Глубокое раздумье завело его на улицу Монпансье, где слева внизу светятся огни кофеен, а справа возвышаются громады Пале-Ройяля. Здесь средоточие всепожирающих страстей, политики, политических противников, пристукивающих кулаком по столу среди шпиков и девок. Теодор, он один. Он не вынес общества своих товарищей по роте, вот он и забрел сюда, есть ему не хочется, но выпить он не прочь. Мрачно-черное, под стать его мыслям, кафе. Как раз то самое «Кафе де Фуа», где Орас Вернэ ребенком нарисовал на потолке птичку, которую и сейчас еще можно рассмотреть. Ему было всего семь лет. Жерико хочется присесть в уголке кафе, задрать голову и грезить, глядя на птичку. Но завсегдатаи этого кафе — республиканцы и офицеры на половинном содержании; появиться там в мушкетерском мундире неблагоразумно. Жерико останавливается в нерешительности, потом машет рукой — чем хуже, тем лучше! Он презирал бы себя за этот минутный страх. Что это за жизнь, которая зависит от того, вошел ты в это кафе или в соседнее? Он вспоминает юношу, растерзанного толпой в саду Тюильри. И одного из своих приятелей мушкетеров, убитого каким-то полковником Империи: мушкетера нашли за Пале-Ройялем, распростертого на земле, бездыханного… А этот жест, которым убийца обтер со шпаги кровь носовым платком! Вот это, пожалуй, годилось бы для картины, если бы только найти хорошую модель. Поверьте мне, картина лишь выигрывает от темного колорита.

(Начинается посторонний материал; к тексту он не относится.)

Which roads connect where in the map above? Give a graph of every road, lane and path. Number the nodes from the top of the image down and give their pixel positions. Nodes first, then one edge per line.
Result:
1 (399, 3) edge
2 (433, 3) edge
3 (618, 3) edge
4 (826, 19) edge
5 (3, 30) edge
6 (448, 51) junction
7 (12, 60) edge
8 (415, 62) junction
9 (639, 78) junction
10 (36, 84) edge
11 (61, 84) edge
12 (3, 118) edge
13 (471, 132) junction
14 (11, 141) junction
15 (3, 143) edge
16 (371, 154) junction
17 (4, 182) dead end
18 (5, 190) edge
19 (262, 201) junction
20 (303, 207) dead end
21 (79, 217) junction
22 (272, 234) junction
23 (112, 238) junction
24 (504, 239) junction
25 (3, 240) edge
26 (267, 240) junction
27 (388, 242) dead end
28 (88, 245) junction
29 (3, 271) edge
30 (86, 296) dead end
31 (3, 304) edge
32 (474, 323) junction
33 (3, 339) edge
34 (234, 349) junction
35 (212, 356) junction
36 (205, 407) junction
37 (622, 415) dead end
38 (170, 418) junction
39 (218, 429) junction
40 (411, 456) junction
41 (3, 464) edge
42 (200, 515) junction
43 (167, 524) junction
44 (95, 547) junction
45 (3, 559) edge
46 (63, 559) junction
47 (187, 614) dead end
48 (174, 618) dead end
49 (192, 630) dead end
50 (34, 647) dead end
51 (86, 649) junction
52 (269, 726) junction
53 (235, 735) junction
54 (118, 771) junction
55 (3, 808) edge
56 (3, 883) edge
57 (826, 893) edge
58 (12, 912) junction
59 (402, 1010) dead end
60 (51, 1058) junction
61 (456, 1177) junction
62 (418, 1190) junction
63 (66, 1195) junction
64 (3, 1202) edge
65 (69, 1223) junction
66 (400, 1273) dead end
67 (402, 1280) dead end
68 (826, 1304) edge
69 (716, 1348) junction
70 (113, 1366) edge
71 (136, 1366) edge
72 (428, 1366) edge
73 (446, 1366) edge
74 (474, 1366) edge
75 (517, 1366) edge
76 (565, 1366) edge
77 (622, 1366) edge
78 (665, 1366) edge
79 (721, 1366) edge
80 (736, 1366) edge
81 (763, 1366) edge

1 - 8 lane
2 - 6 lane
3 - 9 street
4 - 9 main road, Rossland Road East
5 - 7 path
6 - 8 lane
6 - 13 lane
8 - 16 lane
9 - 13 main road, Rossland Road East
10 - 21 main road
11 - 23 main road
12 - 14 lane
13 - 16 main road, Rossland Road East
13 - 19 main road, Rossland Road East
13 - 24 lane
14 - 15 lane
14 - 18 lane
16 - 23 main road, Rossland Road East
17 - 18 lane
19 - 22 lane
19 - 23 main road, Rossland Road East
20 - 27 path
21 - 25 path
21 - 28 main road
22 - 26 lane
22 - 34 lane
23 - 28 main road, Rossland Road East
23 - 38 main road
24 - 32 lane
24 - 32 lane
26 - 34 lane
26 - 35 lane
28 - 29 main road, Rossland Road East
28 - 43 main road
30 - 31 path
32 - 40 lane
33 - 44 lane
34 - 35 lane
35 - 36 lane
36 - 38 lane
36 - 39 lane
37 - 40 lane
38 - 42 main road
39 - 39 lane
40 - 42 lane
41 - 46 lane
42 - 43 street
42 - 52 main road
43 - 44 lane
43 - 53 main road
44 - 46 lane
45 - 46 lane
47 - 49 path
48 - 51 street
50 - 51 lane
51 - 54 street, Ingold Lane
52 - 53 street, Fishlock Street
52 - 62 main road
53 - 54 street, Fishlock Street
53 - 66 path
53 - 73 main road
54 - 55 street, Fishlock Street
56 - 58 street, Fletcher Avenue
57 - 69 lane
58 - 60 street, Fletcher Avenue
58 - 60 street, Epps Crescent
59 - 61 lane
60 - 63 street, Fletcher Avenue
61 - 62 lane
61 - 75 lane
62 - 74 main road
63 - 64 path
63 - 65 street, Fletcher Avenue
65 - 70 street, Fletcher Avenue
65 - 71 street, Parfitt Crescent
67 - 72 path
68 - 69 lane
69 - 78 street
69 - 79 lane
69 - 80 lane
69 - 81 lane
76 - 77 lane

Кстати, о моделях… если бы кому-то не пришла в голову дурацкая мысль отправить в Бетюн полк Робера Дьедонне, он мог бы оказаться здесь, в этом самом кафе, дверь которого приоткрыл Теодор… в этом кафе или еще в каком-нибудь, куда с января повадился ходить Жерико со своими приятелями мушкетерами, возможно тогда бы именно Робер подвергся оскорблениям… или, может быть, поднялся бы из-за стола…

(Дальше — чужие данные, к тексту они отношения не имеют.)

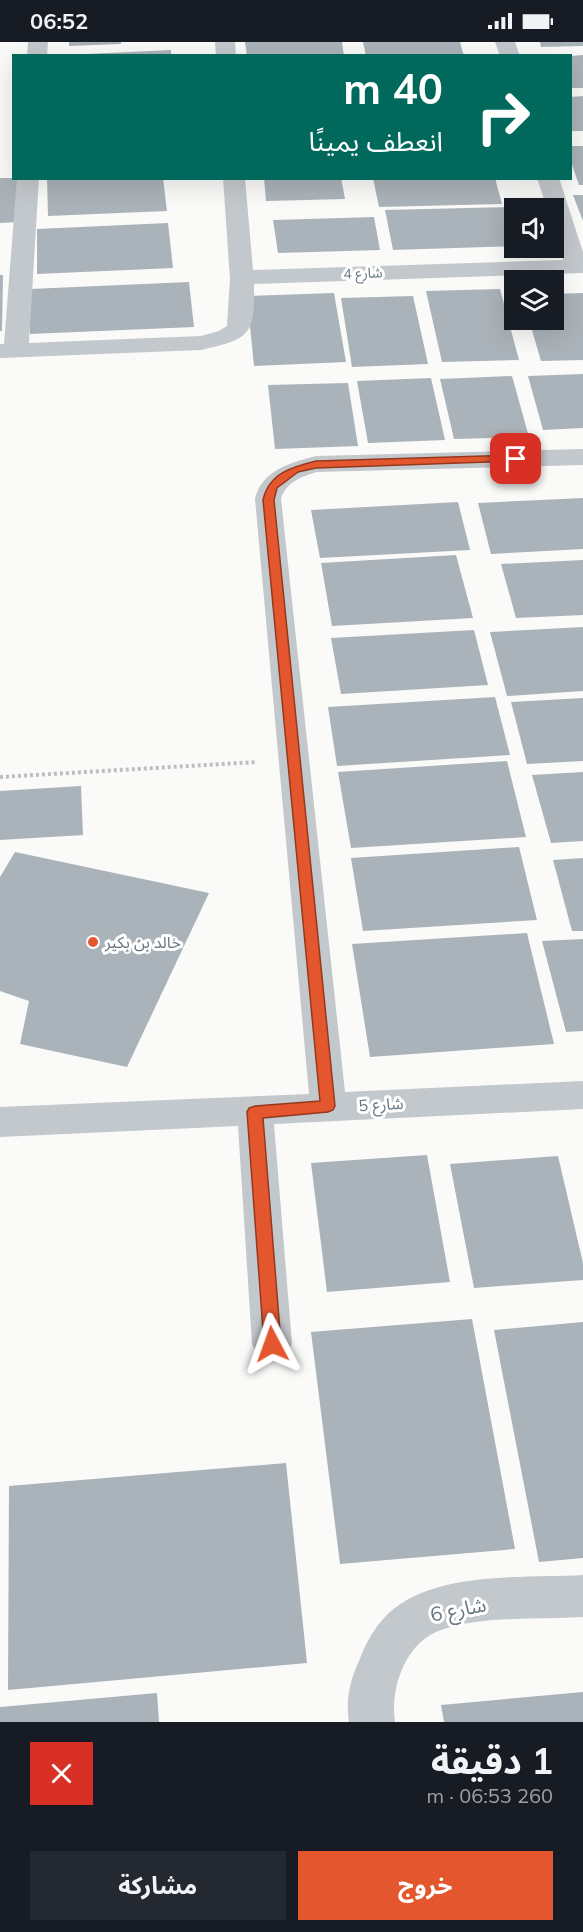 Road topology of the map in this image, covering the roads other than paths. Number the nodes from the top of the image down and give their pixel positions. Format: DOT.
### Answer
graph roads {
  1 [pos="28,180"];
  2 [pos="234,180"];
  3 [pos="549,180"];
  4 [pos="579,266"];
  5 [pos="241,277"];
  6 [pos="8,351"];
  7 [pos="583,457"];
  8 [pos="583,1095"];
  9 [pos="328,1106"];
  10 [pos="255,1112"];
  11 [pos="0,1122"];
  12 [pos="272,1344"];
  13 [pos="583,1596"];
  14 [pos="372,1722"];
  1 -- 6 [label="street"];
  2 -- 5 [label="street"];
  3 -- 4 [label="street"];
  4 -- 5 [label="street, شارع 4"];
  5 -- 6 [label="street"];
  7 -- 9 [label="street"];
  8 -- 9 [label="street, شارع 5"];
  9 -- 10 [label="street, شارع 5"];
  10 -- 11 [label="street, شارع 5"];
  10 -- 12 [label="street"];
  13 -- 14 [label="street, شارع 6"];
}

Кафе, где гуляют клубы дыма, полно народу, люди стоят между столиками, девицы кокетливо спускают с голого плеча шаль, но здесь собрались не обычные завсегдатаи; посетители не разбились на отдельные группки, — наоборот: всех их объединяет шумная тревога, каждый говорит не совсем то, что думает, трехцветные кокарды и букетики фиалок, воткнутые в петлицу, — все это дышит явным, почти наглым вызовом. Мундир Теодора сразу же произвел свое действие, какие-то громилы подталкивают друг друга локтем, и вокруг сыплются — несомненно, в его адрес — преувеличенно громкие и малолестные замечания. Теодор присел за маленький столик, из-за которого только-что встал, расплатившись по счету, старичок с двумя местными девицами. Теодор решил не обращать внимания на вызывающее поведение публики. Вытащил длинную трубку, спокойно закурил. За соседним столиком сидел, тоже в одиночестве, молодой человек в коричневом фраке с черным воротником и в очках, он что-то строчил, покрывая мелким убористым почерком листки бумаги, затем откладывал их в сторону.

Однако в голове у Теодора… Как сделать выбор? Кого выбрать? Человека, ради которого приходится вести непрерывные войны, или того, кто надеется продержаться на троне лишь с помощью иностранных штыков? Впрочем, вопрос этот для Теодора формулируется не совсем так: он колеблется в выборе между Марк-Антуаном д’Обиньи и Робером Дьедонне. Голова или торс… эта мысль никогда не приходит к логическому своему завершению. А кругом угрожающие взгляды, с вызовом впивающиеся в него глаза, пропитанное алкоголем дыхание юнцов… Ничего не знает сегодняшним вечером Теодор: будет ли он сопровождать улепетывающего из столицы короля или немедленно сцепится вот с тем юношей, который мерит взглядом мушкетера, не стесняясь, вслух высказывает свои соображения по поводу «красных мундиров». В нем неудержимо нарастает желание вступить в драку, он чувствует, что ноги у него крепкие, не подведут, он расправляет плечи, напружинивает мускулы рук, — еще минута, и он бросится на обидчика. Впрочем, почему бы и не подраться? Лучше уж сразу покончить все расчеты с этим миром на здешних улочках по примеру того дурачка, который прожил бы такую посредственную жизнь, а принял минувшей ночью вполне пристойную смерть… Где же все-таки он видел своего соседа, этого мальчика лет двадцати, строчившего что-то с таким восторженно старательным видом?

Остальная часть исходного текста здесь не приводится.